🤖 AI Summary
Traditional mobility models—such as flow networks and co-location matrices—capture only pairwise location interactions, failing to represent higher-order mobility patterns involving coordinated visits across three or more points of interest (POIs). To address this limitation, we propose a co-visit hypergraph model that explicitly encodes individual trajectories as dynamic hypergraphs. Our method segments trajectories via sliding time windows, mines frequent co-visit patterns, and constructs hypergraphs where hyperedges represent simultaneous visits to ≥3 POIs. This approach transcends conventional spatiotemporal granularity constraints and uncovers a statistically significant positive correlation between POI density and hypergraph node connectivity (p < 0.01). Furthermore, on public mobility datasets, our model successfully detects abrupt urban mobility anomalies triggered by extreme weather events. These results demonstrate the critical value of higher-order structural representations for modeling and interpreting complex human mobility behavior.
📝 Abstract
Understanding human mobility is essential for applications ranging from urban planning to public health. Traditional mobility models such as flow networks and colocation matrices capture only pairwise interactions between discrete locations, overlooking higher-order relationships among locations (i.e., mobility flow among two or more locations).
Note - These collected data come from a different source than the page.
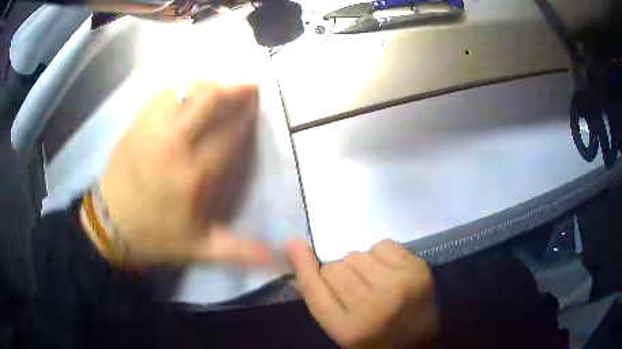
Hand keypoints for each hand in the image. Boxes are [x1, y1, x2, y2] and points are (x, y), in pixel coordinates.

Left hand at [95, 82, 270, 264]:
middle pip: (210, 100)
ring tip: (221, 86)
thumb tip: (279, 258)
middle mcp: (175, 144)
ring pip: (187, 90)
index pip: (230, 134)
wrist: (110, 225)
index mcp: (195, 175)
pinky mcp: (137, 123)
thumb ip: (241, 251)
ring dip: (210, 84)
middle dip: (235, 89)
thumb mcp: (200, 249)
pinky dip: (181, 87)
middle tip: (248, 85)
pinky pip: (163, 94)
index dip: (246, 116)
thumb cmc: (156, 236)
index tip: (257, 106)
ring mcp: (153, 129)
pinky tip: (188, 91)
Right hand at [287, 240, 437, 348]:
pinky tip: (388, 272)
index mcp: (350, 329)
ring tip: (373, 282)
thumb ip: (321, 299)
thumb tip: (299, 255)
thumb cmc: (373, 339)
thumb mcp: (341, 329)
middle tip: (354, 291)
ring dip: (359, 266)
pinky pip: (382, 245)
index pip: (316, 291)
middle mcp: (375, 306)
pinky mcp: (418, 269)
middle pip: (335, 269)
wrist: (418, 341)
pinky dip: (379, 255)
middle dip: (338, 276)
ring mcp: (400, 285)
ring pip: (357, 255)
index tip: (293, 245)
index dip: (303, 267)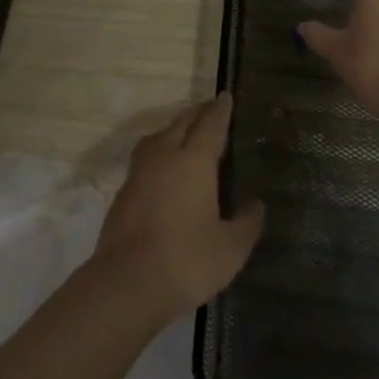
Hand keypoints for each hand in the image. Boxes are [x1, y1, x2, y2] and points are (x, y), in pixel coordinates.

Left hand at [93, 93, 264, 319]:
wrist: (127, 282)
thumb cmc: (187, 260)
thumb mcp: (231, 248)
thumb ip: (247, 223)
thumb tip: (256, 205)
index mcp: (194, 161)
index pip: (211, 125)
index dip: (221, 110)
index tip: (226, 96)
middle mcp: (164, 156)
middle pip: (182, 123)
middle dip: (198, 113)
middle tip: (211, 109)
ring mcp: (139, 173)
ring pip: (158, 137)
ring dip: (174, 129)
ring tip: (186, 134)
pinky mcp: (123, 193)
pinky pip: (145, 158)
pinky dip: (159, 153)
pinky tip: (165, 170)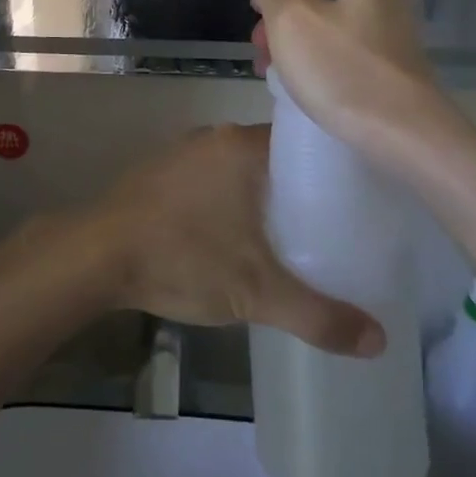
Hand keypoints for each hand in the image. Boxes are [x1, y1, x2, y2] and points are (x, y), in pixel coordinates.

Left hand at [85, 126, 385, 357]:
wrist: (97, 256)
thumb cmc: (183, 257)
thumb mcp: (257, 293)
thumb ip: (319, 316)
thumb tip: (379, 339)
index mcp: (243, 145)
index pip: (303, 141)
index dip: (332, 167)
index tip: (358, 196)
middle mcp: (215, 137)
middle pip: (274, 156)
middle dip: (301, 188)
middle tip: (335, 225)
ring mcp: (184, 151)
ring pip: (241, 168)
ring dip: (263, 196)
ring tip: (296, 234)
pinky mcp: (163, 172)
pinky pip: (214, 178)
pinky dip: (232, 200)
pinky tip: (241, 235)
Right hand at [240, 0, 442, 161]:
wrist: (406, 136)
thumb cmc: (342, 71)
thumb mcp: (290, 19)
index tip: (254, 7)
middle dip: (278, 12)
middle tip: (260, 46)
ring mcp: (387, 23)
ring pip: (323, 17)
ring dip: (292, 38)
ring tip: (274, 70)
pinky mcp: (389, 56)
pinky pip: (341, 42)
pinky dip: (317, 55)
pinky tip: (304, 82)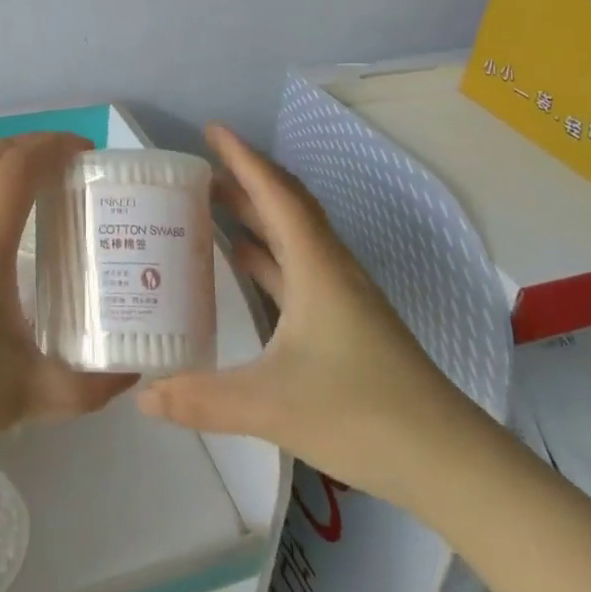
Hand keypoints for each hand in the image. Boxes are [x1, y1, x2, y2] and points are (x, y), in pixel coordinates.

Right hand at [137, 125, 478, 503]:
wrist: (448, 461)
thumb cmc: (361, 414)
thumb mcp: (270, 405)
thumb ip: (201, 399)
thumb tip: (142, 396)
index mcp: (317, 267)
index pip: (276, 194)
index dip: (243, 158)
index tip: (212, 130)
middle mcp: (331, 269)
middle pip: (286, 206)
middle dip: (246, 180)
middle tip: (202, 168)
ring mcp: (343, 296)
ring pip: (294, 237)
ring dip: (257, 215)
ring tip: (214, 205)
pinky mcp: (347, 322)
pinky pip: (299, 267)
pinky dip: (268, 255)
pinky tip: (245, 265)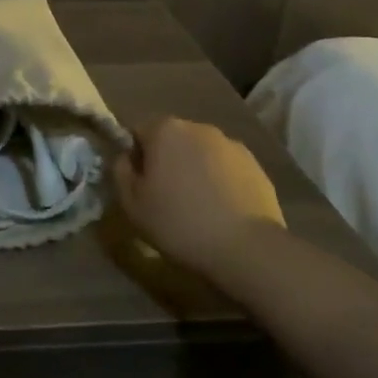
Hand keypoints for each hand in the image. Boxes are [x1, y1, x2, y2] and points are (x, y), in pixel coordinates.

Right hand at [114, 118, 284, 278]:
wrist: (247, 249)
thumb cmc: (178, 223)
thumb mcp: (131, 203)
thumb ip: (120, 171)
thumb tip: (126, 158)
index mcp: (165, 130)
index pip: (138, 132)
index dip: (135, 157)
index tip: (139, 185)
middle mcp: (199, 128)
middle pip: (172, 139)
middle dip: (166, 160)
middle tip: (165, 196)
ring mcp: (232, 145)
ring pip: (201, 153)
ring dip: (194, 170)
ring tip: (197, 205)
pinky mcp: (257, 166)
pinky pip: (226, 168)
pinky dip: (220, 182)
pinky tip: (221, 210)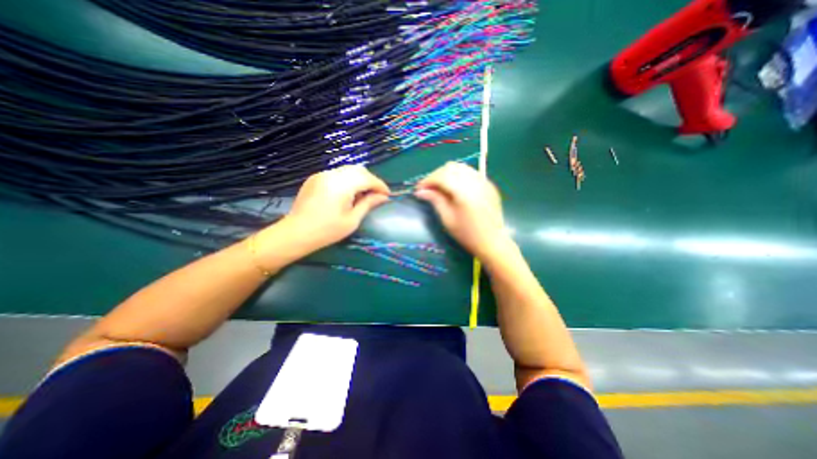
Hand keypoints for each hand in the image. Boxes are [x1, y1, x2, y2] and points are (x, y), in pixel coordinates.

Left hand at [257, 165, 391, 259]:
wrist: (296, 233)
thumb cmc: (327, 230)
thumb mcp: (352, 220)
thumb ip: (368, 204)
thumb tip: (383, 197)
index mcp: (342, 185)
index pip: (368, 178)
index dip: (380, 185)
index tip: (388, 195)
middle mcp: (332, 174)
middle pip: (359, 170)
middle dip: (371, 180)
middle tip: (377, 194)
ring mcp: (322, 174)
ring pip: (348, 170)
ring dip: (360, 179)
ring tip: (364, 194)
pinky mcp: (316, 178)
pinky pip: (337, 174)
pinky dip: (348, 179)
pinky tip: (348, 193)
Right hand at [416, 162, 508, 261]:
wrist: (492, 241)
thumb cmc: (467, 234)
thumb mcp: (447, 218)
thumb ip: (435, 200)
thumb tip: (420, 191)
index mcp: (463, 191)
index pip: (441, 176)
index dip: (427, 180)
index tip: (418, 189)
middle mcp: (475, 181)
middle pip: (450, 167)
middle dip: (436, 175)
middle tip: (429, 188)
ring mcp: (484, 181)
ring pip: (461, 167)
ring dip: (447, 173)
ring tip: (440, 187)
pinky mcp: (488, 185)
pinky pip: (471, 173)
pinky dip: (459, 176)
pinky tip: (455, 188)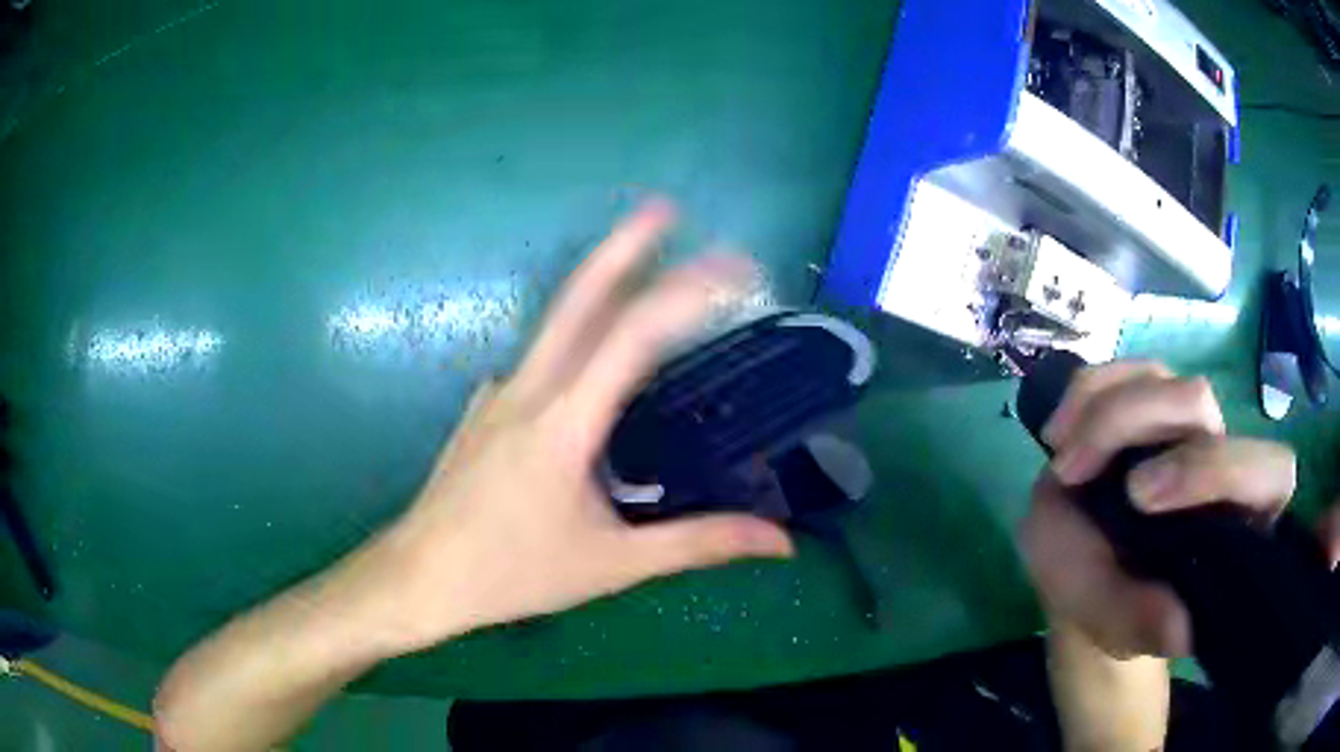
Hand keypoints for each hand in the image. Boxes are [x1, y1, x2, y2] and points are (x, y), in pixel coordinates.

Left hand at [349, 201, 793, 656]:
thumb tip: (781, 541)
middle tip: (667, 209)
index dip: (688, 292)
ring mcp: (498, 392)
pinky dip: (576, 344)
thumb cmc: (513, 572)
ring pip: (558, 325)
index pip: (635, 335)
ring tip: (645, 271)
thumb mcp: (614, 564)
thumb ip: (699, 542)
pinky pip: (539, 362)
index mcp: (564, 421)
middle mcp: (528, 388)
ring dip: (603, 288)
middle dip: (626, 245)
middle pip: (580, 298)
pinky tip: (592, 370)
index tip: (734, 268)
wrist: (420, 576)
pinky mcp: (484, 408)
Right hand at [1017, 361, 1298, 657]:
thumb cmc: (1111, 606)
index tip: (1139, 498)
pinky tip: (1059, 433)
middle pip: (1199, 402)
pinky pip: (1121, 371)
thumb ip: (1141, 624)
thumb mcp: (1114, 626)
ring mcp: (1182, 423)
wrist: (1084, 579)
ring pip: (1159, 376)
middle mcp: (1220, 456)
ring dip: (1100, 410)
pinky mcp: (1148, 402)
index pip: (1267, 471)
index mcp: (1239, 516)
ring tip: (1062, 462)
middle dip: (1133, 422)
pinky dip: (1085, 392)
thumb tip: (1181, 630)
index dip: (1217, 469)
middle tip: (1074, 471)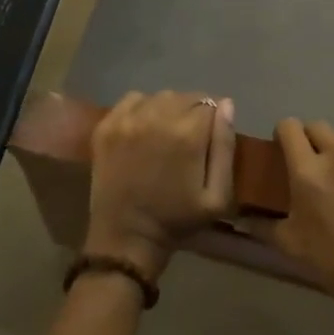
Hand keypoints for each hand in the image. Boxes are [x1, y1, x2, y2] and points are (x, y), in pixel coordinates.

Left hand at [84, 91, 235, 280]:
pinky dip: (142, 108)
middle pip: (185, 97)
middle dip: (192, 113)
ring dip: (168, 110)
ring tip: (165, 134)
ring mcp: (128, 119)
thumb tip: (226, 105)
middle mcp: (158, 117)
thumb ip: (225, 147)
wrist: (126, 237)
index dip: (211, 122)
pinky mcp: (107, 126)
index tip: (206, 140)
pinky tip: (144, 128)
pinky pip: (132, 99)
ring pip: (160, 97)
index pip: (210, 104)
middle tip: (186, 139)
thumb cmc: (177, 219)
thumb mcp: (217, 196)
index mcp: (188, 133)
To address this, we propose co-visitation hypergraphs, a model that leverages temporal observation windows to extract group interactions between locations from individual mobility trajectory data. Using frequent pattern mining, our approach constructs hypergraphs that capture dynamic mobility behaviors across different spatial and temporal scales. We validate our method on a publicly available mobility dataset and demonstrate its effectiveness in analyzing city-scale mobility patterns, detecting shifts during external disruptions such as extreme weather events, and examining how a location's connectivity (degree) relates to the number of points of interest (POIs) within it. Our results demonstrate that our hypergraph-based mobility analysis framework is a valuable tool with potential applications in diverse fields such as public health, disaster resilience, and urban planning.